In selecting Prompts and LoRA, each character generated using character LoRA in a checkpoint varies from the original, so stylized LoRA were chosen for LoRA compatibility testing. The selection criteria are the top 16 stylized LoRA from Civitai's All Time Highest Rated. The target images and Prompts used are those from the header images and Prompts of the LoRA. In detail, for a single image with multiple LoRA, the corresponding LoRA is completed (for example, the header image of MoXin). For Prompts without a LoRA field, a LoRA weight of 0.8 is added by default (for example, the header image of the 3D rendering style). If the header image uses an incorrect version of the LoRA field, it is replaced with a new version (for example, the header image of Gacha splash). Some LoRA header images are created using large models that are also tested, such as REV and Majic Realistic, so a GhostLoRALoss_NoTM score version has been made which excludes these LoRA scores when calculating these models.
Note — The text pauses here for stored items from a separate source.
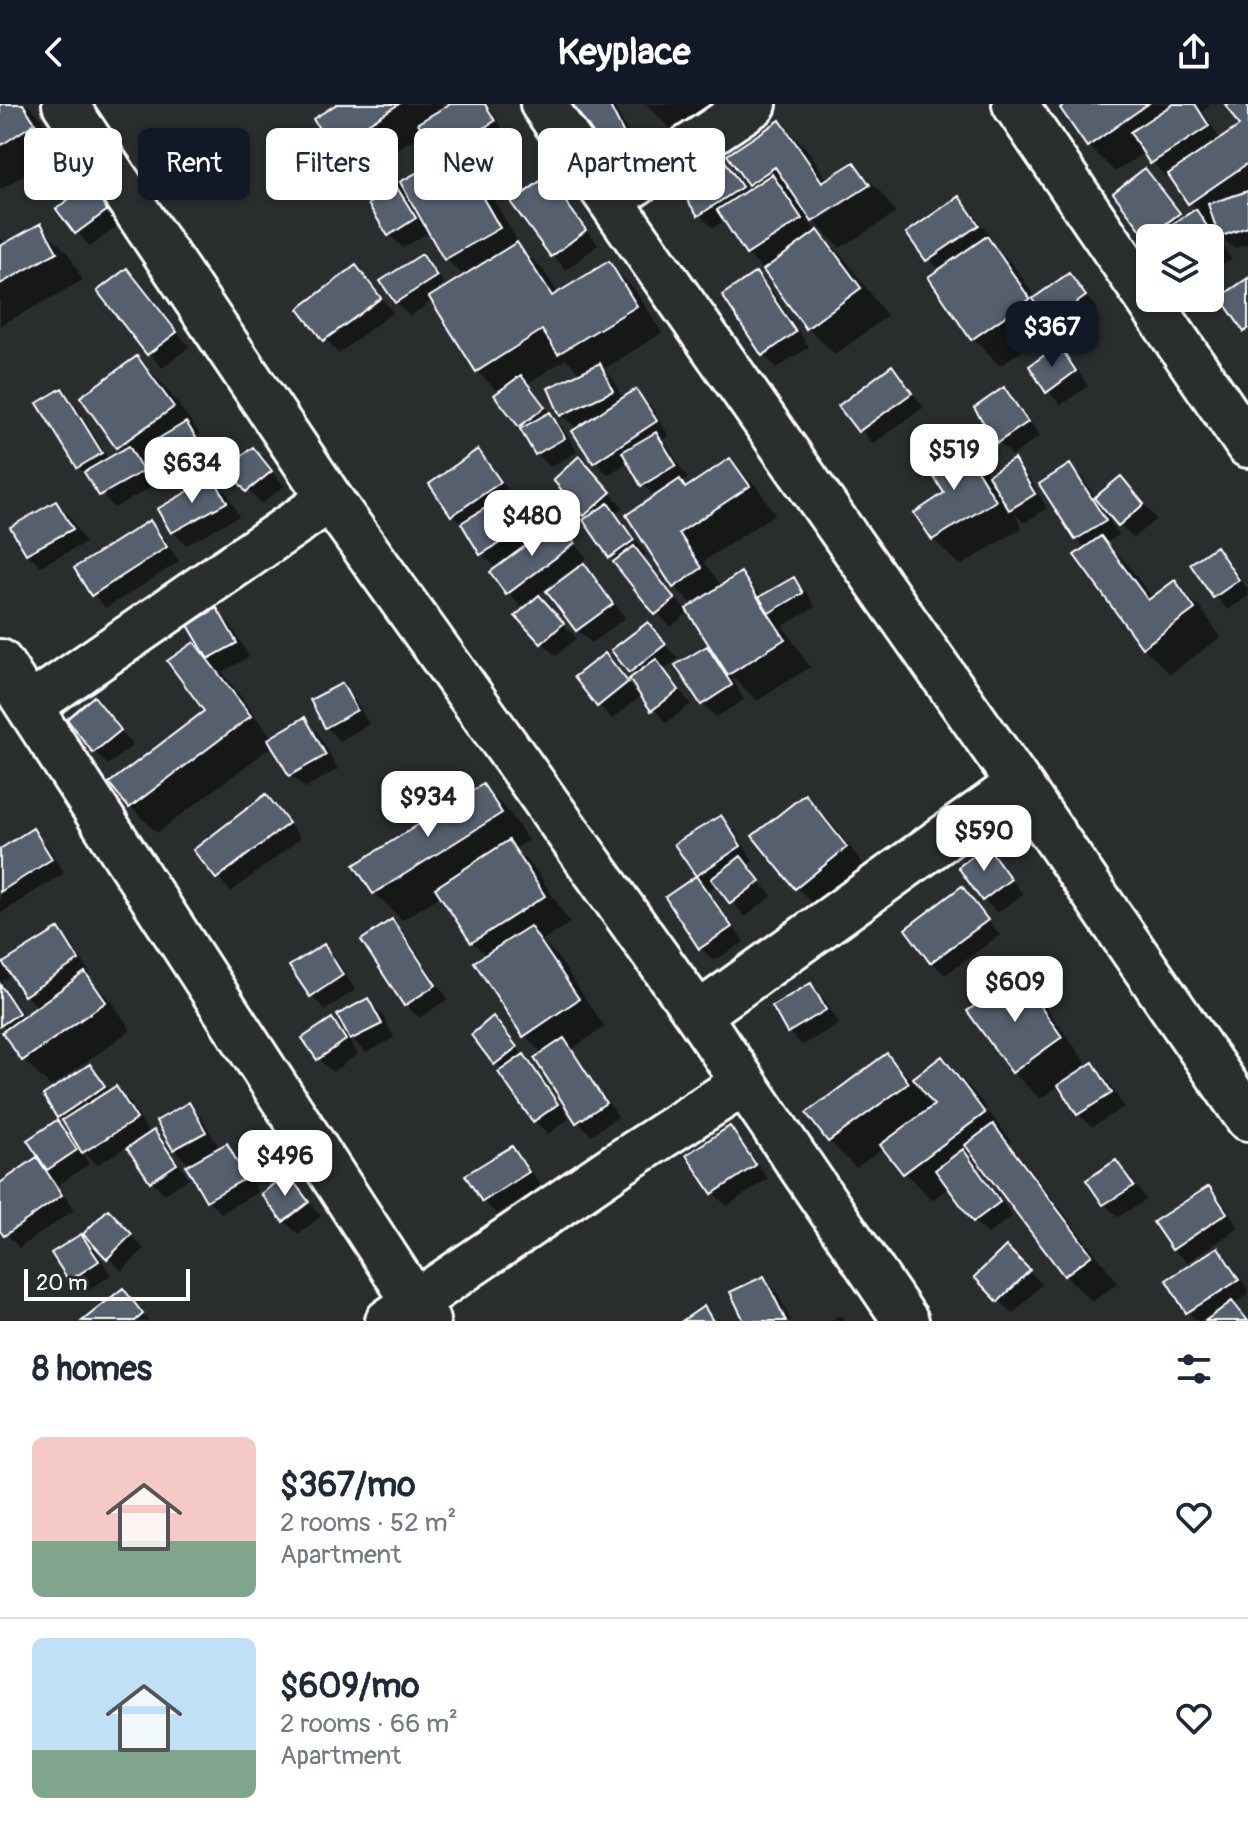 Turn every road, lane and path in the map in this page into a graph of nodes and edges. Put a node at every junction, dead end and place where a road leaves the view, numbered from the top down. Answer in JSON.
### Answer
{"nodes":[{"id":1,"x":65,"y":104,"type":"edge"},
{"id":2,"x":543,"y":104,"type":"edge"},
{"id":3,"x":754,"y":104,"type":"edge"},
{"id":4,"x":1015,"y":104,"type":"edge"},
{"id":5,"x":560,"y":128,"type":"edge"},
{"id":6,"x":718,"y":128,"type":"edge"},
{"id":7,"x":610,"y":200,"type":"edge"},
{"id":8,"x":1248,"y":445,"type":"edge"},
{"id":9,"x":330,"y":499,"type":"junction"},
{"id":10,"x":0,"y":662,"type":"edge"},
{"id":11,"x":30,"y":706,"type":"junction"},
{"id":12,"x":1019,"y":784,"type":"junction"},
{"id":13,"x":698,"y":1015,"type":"junction"},
{"id":14,"x":744,"y":1083,"type":"junction"},
{"id":15,"x":1244,"y":1105,"type":"edge"},
{"id":16,"x":410,"y":1315,"type":"edge"},
{"id":17,"x":906,"y":1321,"type":"edge"}],
"edges":[{"from":1,"to":9,"type":"street"},
{"from":2,"to":5,"type":"street"},
{"from":3,"to":6,"type":"street"},
{"from":4,"to":8,"type":"street"},
{"from":7,"to":12,"type":"street"},
{"from":9,"to":11,"type":"street"},
{"from":9,"to":13,"type":"street"},
{"from":10,"to":11,"type":"street"},
{"from":11,"to":16,"type":"street"},
{"from":12,"to":13,"type":"street"},
{"from":12,"to":15,"type":"street"},
{"from":13,"to":14,"type":"street"},
{"from":14,"to":16,"type":"street"},
{"from":14,"to":17,"type":"street"}]}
In terms of data processing, from the first, second, and third parts, we can derive the score for each image of each Prompt for every model. To minimize the score differences between Prompts, each Prompt undergoes standardization. After processing, each image has its standardized score, and the average score is calculated for each model. The first phase of testing involved 7 models, yielding between 140 to 224 images per Prompt. As more models are tested, the database grows, and scores should stabilize. Analyzing the data, some interesting phenomena can be seen. For example, I previously said that the more LoRA is integrated, the poorer the LoRA compatibility; the more LoRA is integrated, the more it affects Prompt accuracy (ClipScore). The charts also explained with data why DreamShaper, GhostMix, and REV are the top three in Civitai's All Time Highest Rated...
the first 7 models of GhostReview. Both Styleloss and LoRALoss are "lower is better"
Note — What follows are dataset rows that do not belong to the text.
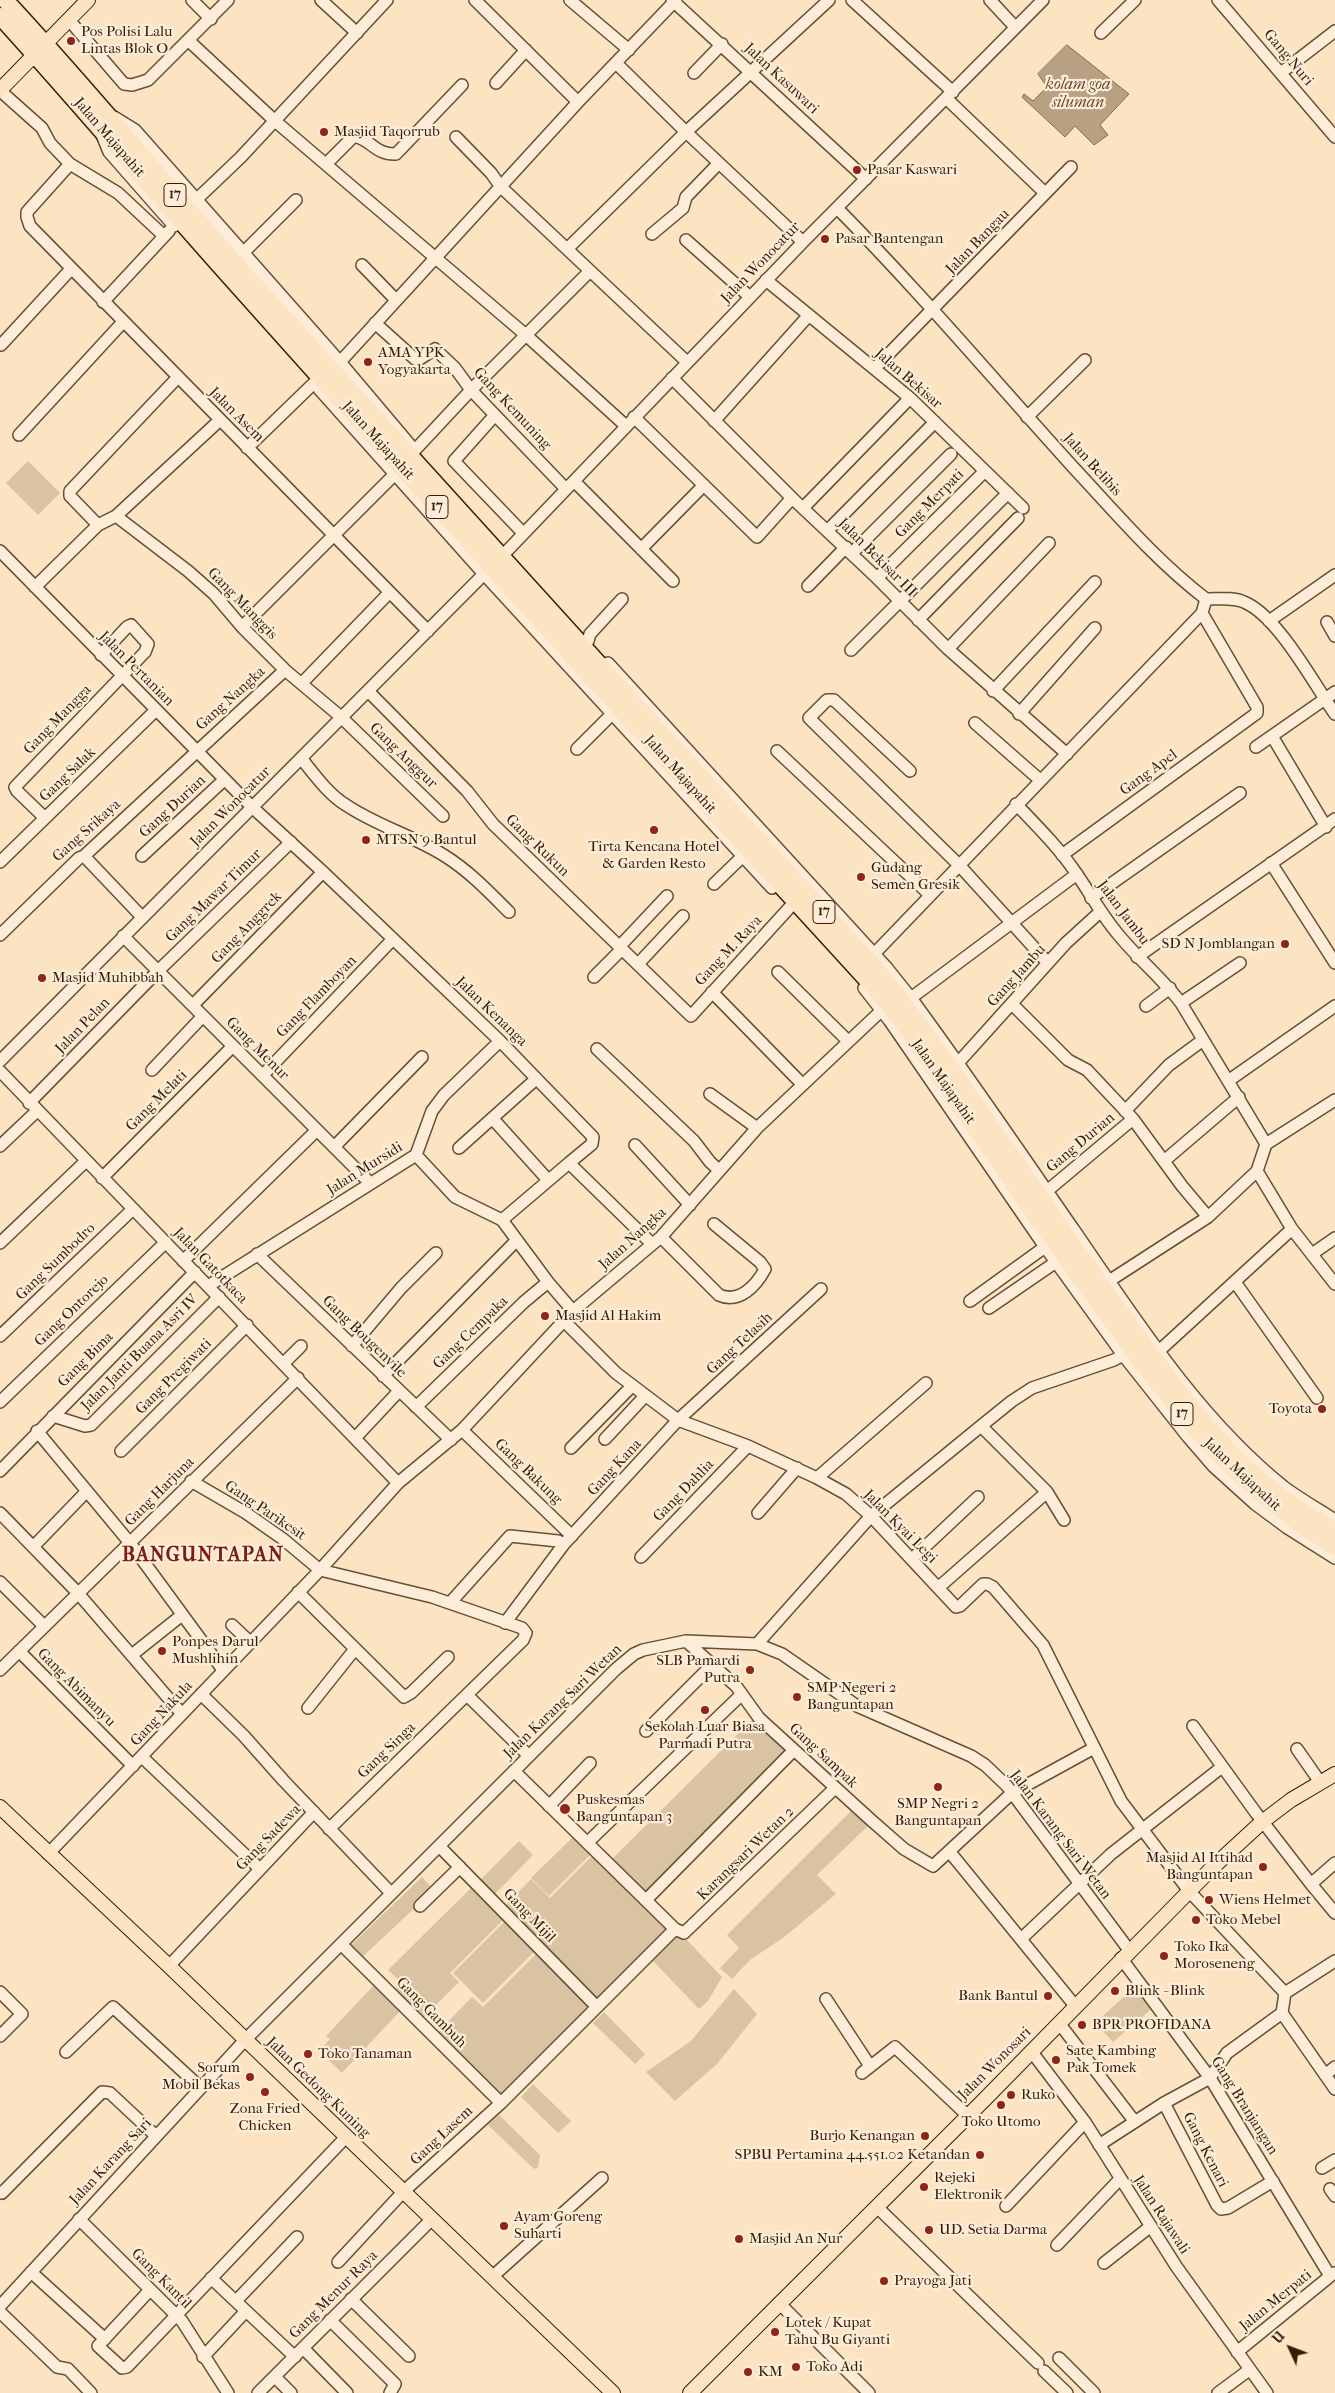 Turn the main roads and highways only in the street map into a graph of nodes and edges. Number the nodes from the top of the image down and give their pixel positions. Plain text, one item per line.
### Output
1 (5, 0) edge
2 (88, 0) edge
3 (0, 16) edge
4 (38, 52) junction
5 (2, 95) edge
6 (609, 688) junction
7 (624, 712) junction
8 (1058, 1251) junction
9 (1335, 1530) edge
10 (1335, 1547) edge
11 (1335, 1774) edge
12 (0, 1807) edge
13 (613, 2393) edge
14 (690, 2393) edge

1 - 4 highway, Jalan Majapahit / 17
2 - 4 main road
3 - 4 highway, Jalan Majapahit / 17
4 - 5 main road
4 - 6 highway, Jalan Majapahit / 17
4 - 6 highway, Jalan Majapahit / 17
6 - 7 highway, Jalan Majapahit / 17
7 - 8 highway, Jalan Majapahit / 17
7 - 8 highway, Jalan Majapahit / 17
8 - 9 highway, Jalan Majapahit / 17
8 - 10 highway, Jalan Majapahit / 17
11 - 14 main road, Jalan Wonosari
12 - 13 main road, Jalan Gedong Kuning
For the seven models tested in the first phase of GhostReview, both StyleLoss and LoRALoss are better when lower. The entire GhostReview V1.0 process produces a total of 1,568 images per tested model. Because all use HighresFix and take time for LAION-Aesthetics and Clip scores, even with a 4090, it takes hours to run a single model, which is an unacceptable time frame for individual users. So it is not a open source project temporarily.
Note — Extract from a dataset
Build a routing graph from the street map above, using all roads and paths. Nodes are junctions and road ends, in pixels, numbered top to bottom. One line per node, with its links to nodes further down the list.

Lastly, LLM now has LMSYS, SD, even MJ, almost no one is doing anything in the model scoring system... GhostReview is just scratching the surface. I hope more capable people can join in the AI painting model scoring. If I'm fortunate enough to become part of the future SD's "LMSYS" system, I would feel truly fulfilled. Therefore, if there are reliable teams or platforms that wish to do something similar to LMSYS, I am very open to collaboration. Only by joining hands can we accomplish this.